Requirement
Transcribe the entire listing, keeping each word as it is.

Data for review
━━━━━━

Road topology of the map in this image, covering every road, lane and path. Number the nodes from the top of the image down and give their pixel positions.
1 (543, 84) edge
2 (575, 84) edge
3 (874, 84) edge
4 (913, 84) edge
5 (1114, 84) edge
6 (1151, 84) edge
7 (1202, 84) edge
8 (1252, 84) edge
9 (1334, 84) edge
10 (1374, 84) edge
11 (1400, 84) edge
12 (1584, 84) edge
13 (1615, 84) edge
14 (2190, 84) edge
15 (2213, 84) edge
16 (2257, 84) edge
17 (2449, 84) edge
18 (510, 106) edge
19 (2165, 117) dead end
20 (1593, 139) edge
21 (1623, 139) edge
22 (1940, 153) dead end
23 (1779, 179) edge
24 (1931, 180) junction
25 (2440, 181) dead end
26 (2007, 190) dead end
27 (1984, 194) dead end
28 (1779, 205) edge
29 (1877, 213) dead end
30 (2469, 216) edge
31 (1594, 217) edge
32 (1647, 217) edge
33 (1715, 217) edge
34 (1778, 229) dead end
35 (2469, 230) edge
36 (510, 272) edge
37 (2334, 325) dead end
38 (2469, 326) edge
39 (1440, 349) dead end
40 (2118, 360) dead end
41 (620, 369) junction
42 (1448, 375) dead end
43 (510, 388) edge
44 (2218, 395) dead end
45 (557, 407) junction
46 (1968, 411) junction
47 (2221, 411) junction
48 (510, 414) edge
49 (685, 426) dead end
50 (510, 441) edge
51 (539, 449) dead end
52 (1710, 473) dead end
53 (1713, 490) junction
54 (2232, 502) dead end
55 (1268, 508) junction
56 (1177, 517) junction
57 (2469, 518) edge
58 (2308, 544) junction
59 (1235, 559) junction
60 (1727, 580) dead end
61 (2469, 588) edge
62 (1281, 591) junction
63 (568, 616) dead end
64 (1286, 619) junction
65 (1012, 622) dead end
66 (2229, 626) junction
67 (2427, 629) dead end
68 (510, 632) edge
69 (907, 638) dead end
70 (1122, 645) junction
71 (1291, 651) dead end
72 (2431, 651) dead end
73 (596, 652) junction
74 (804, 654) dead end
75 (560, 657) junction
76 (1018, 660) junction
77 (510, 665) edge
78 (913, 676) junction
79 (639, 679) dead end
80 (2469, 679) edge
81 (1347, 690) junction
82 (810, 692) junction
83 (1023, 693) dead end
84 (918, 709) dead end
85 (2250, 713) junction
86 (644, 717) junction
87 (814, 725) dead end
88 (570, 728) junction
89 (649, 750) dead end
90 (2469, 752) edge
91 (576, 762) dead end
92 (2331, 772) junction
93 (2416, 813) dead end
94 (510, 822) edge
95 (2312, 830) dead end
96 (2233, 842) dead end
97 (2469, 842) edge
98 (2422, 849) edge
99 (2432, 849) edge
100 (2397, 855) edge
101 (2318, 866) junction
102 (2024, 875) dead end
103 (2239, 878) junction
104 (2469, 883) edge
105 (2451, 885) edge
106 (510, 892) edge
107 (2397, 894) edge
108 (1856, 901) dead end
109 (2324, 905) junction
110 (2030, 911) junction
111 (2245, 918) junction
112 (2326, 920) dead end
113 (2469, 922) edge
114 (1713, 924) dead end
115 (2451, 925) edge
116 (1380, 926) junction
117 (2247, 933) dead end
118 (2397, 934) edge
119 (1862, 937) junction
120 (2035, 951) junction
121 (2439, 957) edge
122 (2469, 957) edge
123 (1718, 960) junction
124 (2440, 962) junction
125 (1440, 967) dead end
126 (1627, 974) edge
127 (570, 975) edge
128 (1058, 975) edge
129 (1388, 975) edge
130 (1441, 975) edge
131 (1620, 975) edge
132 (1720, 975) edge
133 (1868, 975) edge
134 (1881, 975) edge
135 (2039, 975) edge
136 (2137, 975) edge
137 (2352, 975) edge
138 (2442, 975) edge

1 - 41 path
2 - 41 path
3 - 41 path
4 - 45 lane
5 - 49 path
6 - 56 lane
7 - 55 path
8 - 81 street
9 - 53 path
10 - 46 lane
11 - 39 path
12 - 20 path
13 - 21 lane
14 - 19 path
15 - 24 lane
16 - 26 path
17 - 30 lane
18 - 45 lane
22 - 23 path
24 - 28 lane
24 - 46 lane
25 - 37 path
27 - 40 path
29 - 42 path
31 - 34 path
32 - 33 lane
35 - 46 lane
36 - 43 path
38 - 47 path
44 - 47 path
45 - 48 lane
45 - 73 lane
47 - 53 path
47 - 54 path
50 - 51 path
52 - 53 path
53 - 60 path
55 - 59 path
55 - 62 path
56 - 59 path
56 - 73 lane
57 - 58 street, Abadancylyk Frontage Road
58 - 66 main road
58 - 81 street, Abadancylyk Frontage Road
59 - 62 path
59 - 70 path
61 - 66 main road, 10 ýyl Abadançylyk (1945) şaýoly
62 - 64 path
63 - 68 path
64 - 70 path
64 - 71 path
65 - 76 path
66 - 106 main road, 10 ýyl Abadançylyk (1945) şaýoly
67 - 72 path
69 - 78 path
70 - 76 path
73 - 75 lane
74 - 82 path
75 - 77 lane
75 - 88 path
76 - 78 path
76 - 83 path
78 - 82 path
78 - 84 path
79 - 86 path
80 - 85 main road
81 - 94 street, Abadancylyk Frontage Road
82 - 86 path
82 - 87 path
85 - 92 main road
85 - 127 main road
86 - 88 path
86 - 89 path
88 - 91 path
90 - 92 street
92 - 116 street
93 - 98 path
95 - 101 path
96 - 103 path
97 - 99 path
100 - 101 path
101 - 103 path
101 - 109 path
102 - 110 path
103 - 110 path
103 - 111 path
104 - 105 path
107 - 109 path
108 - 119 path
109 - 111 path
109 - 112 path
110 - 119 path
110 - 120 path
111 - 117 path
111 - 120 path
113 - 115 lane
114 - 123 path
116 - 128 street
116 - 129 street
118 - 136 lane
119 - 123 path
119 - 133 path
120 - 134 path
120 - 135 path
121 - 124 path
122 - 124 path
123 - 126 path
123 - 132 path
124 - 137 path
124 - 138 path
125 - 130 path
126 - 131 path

━━━━━━

Finished task
Road topology of the map in this image, covering every road, lane and path. Number the nodes from the top of the image down and give their pixel positions.
1 (543, 84) edge
2 (575, 84) edge
3 (874, 84) edge
4 (913, 84) edge
5 (1114, 84) edge
6 (1151, 84) edge
7 (1202, 84) edge
8 (1252, 84) edge
9 (1334, 84) edge
10 (1374, 84) edge
11 (1400, 84) edge
12 (1584, 84) edge
13 (1615, 84) edge
14 (2190, 84) edge
15 (2213, 84) edge
16 (2257, 84) edge
17 (2449, 84) edge
18 (510, 106) edge
19 (2165, 117) dead end
20 (1593, 139) edge
21 (1623, 139) edge
22 (1940, 153) dead end
23 (1779, 179) edge
24 (1931, 180) junction
25 (2440, 181) dead end
26 (2007, 190) dead end
27 (1984, 194) dead end
28 (1779, 205) edge
29 (1877, 213) dead end
30 (2469, 216) edge
31 (1594, 217) edge
32 (1647, 217) edge
33 (1715, 217) edge
34 (1778, 229) dead end
35 (2469, 230) edge
36 (510, 272) edge
37 (2334, 325) dead end
38 (2469, 326) edge
39 (1440, 349) dead end
40 (2118, 360) dead end
41 (620, 369) junction
42 (1448, 375) dead end
43 (510, 388) edge
44 (2218, 395) dead end
45 (557, 407) junction
46 (1968, 411) junction
47 (2221, 411) junction
48 (510, 414) edge
49 (685, 426) dead end
50 (510, 441) edge
51 (539, 449) dead end
52 (1710, 473) dead end
53 (1713, 490) junction
54 (2232, 502) dead end
55 (1268, 508) junction
56 (1177, 517) junction
57 (2469, 518) edge
58 (2308, 544) junction
59 (1235, 559) junction
60 (1727, 580) dead end
61 (2469, 588) edge
62 (1281, 591) junction
63 (568, 616) dead end
64 (1286, 619) junction
65 (1012, 622) dead end
66 (2229, 626) junction
67 (2427, 629) dead end
68 (510, 632) edge
69 (907, 638) dead end
70 (1122, 645) junction
71 (1291, 651) dead end
72 (2431, 651) dead end
73 (596, 652) junction
74 (804, 654) dead end
75 (560, 657) junction
76 (1018, 660) junction
77 (510, 665) edge
78 (913, 676) junction
79 (639, 679) dead end
80 (2469, 679) edge
81 (1347, 690) junction
82 (810, 692) junction
83 (1023, 693) dead end
84 (918, 709) dead end
85 (2250, 713) junction
86 (644, 717) junction
87 (814, 725) dead end
88 (570, 728) junction
89 (649, 750) dead end
90 (2469, 752) edge
91 (576, 762) dead end
92 (2331, 772) junction
93 (2416, 813) dead end
94 (510, 822) edge
95 (2312, 830) dead end
96 (2233, 842) dead end
97 (2469, 842) edge
98 (2422, 849) edge
99 (2432, 849) edge
100 (2397, 855) edge
101 (2318, 866) junction
102 (2024, 875) dead end
103 (2239, 878) junction
104 (2469, 883) edge
105 (2451, 885) edge
106 (510, 892) edge
107 (2397, 894) edge
108 (1856, 901) dead end
109 (2324, 905) junction
110 (2030, 911) junction
111 (2245, 918) junction
112 (2326, 920) dead end
113 (2469, 922) edge
114 (1713, 924) dead end
115 (2451, 925) edge
116 (1380, 926) junction
117 (2247, 933) dead end
118 (2397, 934) edge
119 (1862, 937) junction
120 (2035, 951) junction
121 (2439, 957) edge
122 (2469, 957) edge
123 (1718, 960) junction
124 (2440, 962) junction
125 (1440, 967) dead end
126 (1627, 974) edge
127 (570, 975) edge
128 (1058, 975) edge
129 (1388, 975) edge
130 (1441, 975) edge
131 (1620, 975) edge
132 (1720, 975) edge
133 (1868, 975) edge
134 (1881, 975) edge
135 (2039, 975) edge
136 (2137, 975) edge
137 (2352, 975) edge
138 (2442, 975) edge

1 - 41 path
2 - 41 path
3 - 41 path
4 - 45 lane
5 - 49 path
6 - 56 lane
7 - 55 path
8 - 81 street
9 - 53 path
10 - 46 lane
11 - 39 path
12 - 20 path
13 - 21 lane
14 - 19 path
15 - 24 lane
16 - 26 path
17 - 30 lane
18 - 45 lane
22 - 23 path
24 - 28 lane
24 - 46 lane
25 - 37 path
27 - 40 path
29 - 42 path
31 - 34 path
32 - 33 lane
35 - 46 lane
36 - 43 path
38 - 47 path
44 - 47 path
45 - 48 lane
45 - 73 lane
47 - 53 path
47 - 54 path
50 - 51 path
52 - 53 path
53 - 60 path
55 - 59 path
55 - 62 path
56 - 59 path
56 - 73 lane
57 - 58 street, Abadancylyk Frontage Road
58 - 66 main road
58 - 81 street, Abadancylyk Frontage Road
59 - 62 path
59 - 70 path
61 - 66 main road, 10 ýyl Abadançylyk (1945) şaýoly
62 - 64 path
63 - 68 path
64 - 70 path
64 - 71 path
65 - 76 path
66 - 106 main road, 10 ýyl Abadançylyk (1945) şaýoly
67 - 72 path
69 - 78 path
70 - 76 path
73 - 75 lane
74 - 82 path
75 - 77 lane
75 - 88 path
76 - 78 path
76 - 83 path
78 - 82 path
78 - 84 path
79 - 86 path
80 - 85 main road
81 - 94 street, Abadancylyk Frontage Road
82 - 86 path
82 - 87 path
85 - 92 main road
85 - 127 main road
86 - 88 path
86 - 89 path
88 - 91 path
90 - 92 street
92 - 116 street
93 - 98 path
95 - 101 path
96 - 103 path
97 - 99 path
100 - 101 path
101 - 103 path
101 - 109 path
102 - 110 path
103 - 110 path
103 - 111 path
104 - 105 path
107 - 109 path
108 - 119 path
109 - 111 path
109 - 112 path
110 - 119 path
110 - 120 path
111 - 117 path
111 - 120 path
113 - 115 lane
114 - 123 path
116 - 128 street
116 - 129 street
118 - 136 lane
119 - 123 path
119 - 133 path
120 - 134 path
120 - 135 path
121 - 124 path
122 - 124 path
123 - 126 path
123 - 132 path
124 - 137 path
124 - 138 path
125 - 130 path
126 - 131 path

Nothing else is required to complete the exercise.